Хотя, впрочем, энергии у него действительно было много. Как и все Кеннеди, он отличался неуемной энергией и вкусом к жизни. Вдобавок ко всему он обладал жизнерадостным характером своего деда «душки» Фица: это помогало ему переносить все испытания с удивительным спокойствием (даже когда они были весьма серьезны, как, например, в середине 50-х годов, когда дела со спиной обстояли столь плохо и причиняли сильное беспокойство, что личный секретарь Кеннеди, Эвелин Линкольн, думала о том, чтобы сменить работу). Он не собирался отступать перед своими болезнями, а скорее, боролся против них с теми же упорством и волей, с какими прошел войну на Тихом океане. Казалось, его обуревали мечты о политике, если не конкретные планы, с 1942 года [33] Гамильтон. Джон Ф. Кеннеди. С. 472–473.
. Это было вполне естественно. Его родители верили в ценность общественной жизни, и хотя посол был прежде всего бизнесменом, тем не менее к политике он испытывал истинную любовь. Он сам подумывал о президентстве, но, погубив собственные шансы (которые, впрочем, никогда не были особенно велики), сосредоточил все честолюбивые стремления на старшем сыне. Но Джо погиб молодым в бою в последний год войны, к безграничному горю своего отца, и казалось только справедливым, что Джек займет его место. Хотел этого также и Джек. Он был еще по-юношески застенчив и обращен внутрь себя; чувствовал себя на высоте в небольших группах, у которых не вызывала симпатий экспансивность демократической политики; но весь его опыт студента, дипломата-любителя, автора, моряка и журналиста (он успешно работал в газете «Херст» после того, как получил инвалидность и ушел из флота), намеренно или нет, готовил его к политической карьере. В нем проснулся инстинкт к соперничеству, сильно развитый у всех Кеннеди: это был еще один вызов, чтобы утвердить себя. Поэтому он выдвинул свою кандидатуру в конгресс, хотя знал, что ему, возможно, придется вести жизнь полуинвалида; и уж наверняка не допускал мысли о том, что не сможет успешно завершить предвыборные гонки. Он становился фаталистом, если флотская служба не сделала его таковым; казалось, он был уверен, что умрет молодым; он находил смешное в любой ситуации; он оставался равнодушен к физическому риску (не напоминает ли вся его жизнь игру?) и с пугающей лихостью демонстрировал это; и он не позволял осмотрительности помешать, когда чего-то хотел. С его стороны было неблагоразумно бросить вызов Генри Кейботу Лоджу-младшему на выборах в сенат в 1952 году; люди старой закалки, включая его отца, сочли, что он поступает неразумно, выдвигая свою кандидатуру на пост вице-президента в 1956 году; и самой большой дерзостью со стороны столь молодого человека была заявка на то, чтобы стать президентом в 1960 году.

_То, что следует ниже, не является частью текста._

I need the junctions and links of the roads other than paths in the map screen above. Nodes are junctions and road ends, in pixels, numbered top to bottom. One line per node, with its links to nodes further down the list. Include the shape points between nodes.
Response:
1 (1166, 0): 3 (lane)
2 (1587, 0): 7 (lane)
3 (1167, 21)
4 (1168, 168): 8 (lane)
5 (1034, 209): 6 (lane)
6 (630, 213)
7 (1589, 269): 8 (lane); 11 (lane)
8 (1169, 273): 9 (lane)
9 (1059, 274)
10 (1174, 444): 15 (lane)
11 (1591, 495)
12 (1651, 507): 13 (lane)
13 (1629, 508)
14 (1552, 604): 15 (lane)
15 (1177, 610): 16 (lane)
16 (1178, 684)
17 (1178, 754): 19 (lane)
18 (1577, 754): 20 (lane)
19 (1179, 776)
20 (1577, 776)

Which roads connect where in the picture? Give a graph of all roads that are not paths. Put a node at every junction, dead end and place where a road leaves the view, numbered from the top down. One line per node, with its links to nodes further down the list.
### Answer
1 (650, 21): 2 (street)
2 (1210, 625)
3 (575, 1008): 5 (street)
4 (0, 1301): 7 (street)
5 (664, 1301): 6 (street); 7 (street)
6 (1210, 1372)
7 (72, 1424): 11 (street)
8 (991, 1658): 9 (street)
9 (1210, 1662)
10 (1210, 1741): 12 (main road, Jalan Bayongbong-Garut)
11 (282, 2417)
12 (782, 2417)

Кеннеди игнорировал все подобные соображения. Он не знал, сколько у него осталось времени; неблагоразумие было для него единственно разумной вещью.
Эта позиция придавала ему привлекательности, но если бы американский народ осознал это, то его планы кандидата в президенты могли бы расстроиться. Только нация ипохондриков могла считать плохое здоровье Кеннеди причиной для его дисквалификации на эту должность; он был инвалидом менее, чем Франклин Рузвельт, о котором, однако, нельзя сказать, что он плохо справлялся со своими обязанностями. Даже зная все факты, идет ли речь о 1944 или 1960 годе, стоило выбирать скорее Рузвельта-Трумена и Кеннеди-Джонсона, чем Дьюи-Брикера или Никсона-Лоджа. Но американскую общественность очень легко напугать медицинской стороной дела, и в обоих случаях правда была тщательно скрыта. Это было особенно благоразумно в 1960 году, так как о Франклине Рузвельте было известно уже достаточно «компрометирующего» материала. К Кеннеди еще только подбирались, и вполне резонно мог быть задан вопрос, разумно ли выбирать человека, столь небрежно относящегося к ограничениям скорости. Республиканцы могли потребовать ответа на этот вопрос самым решительным образом.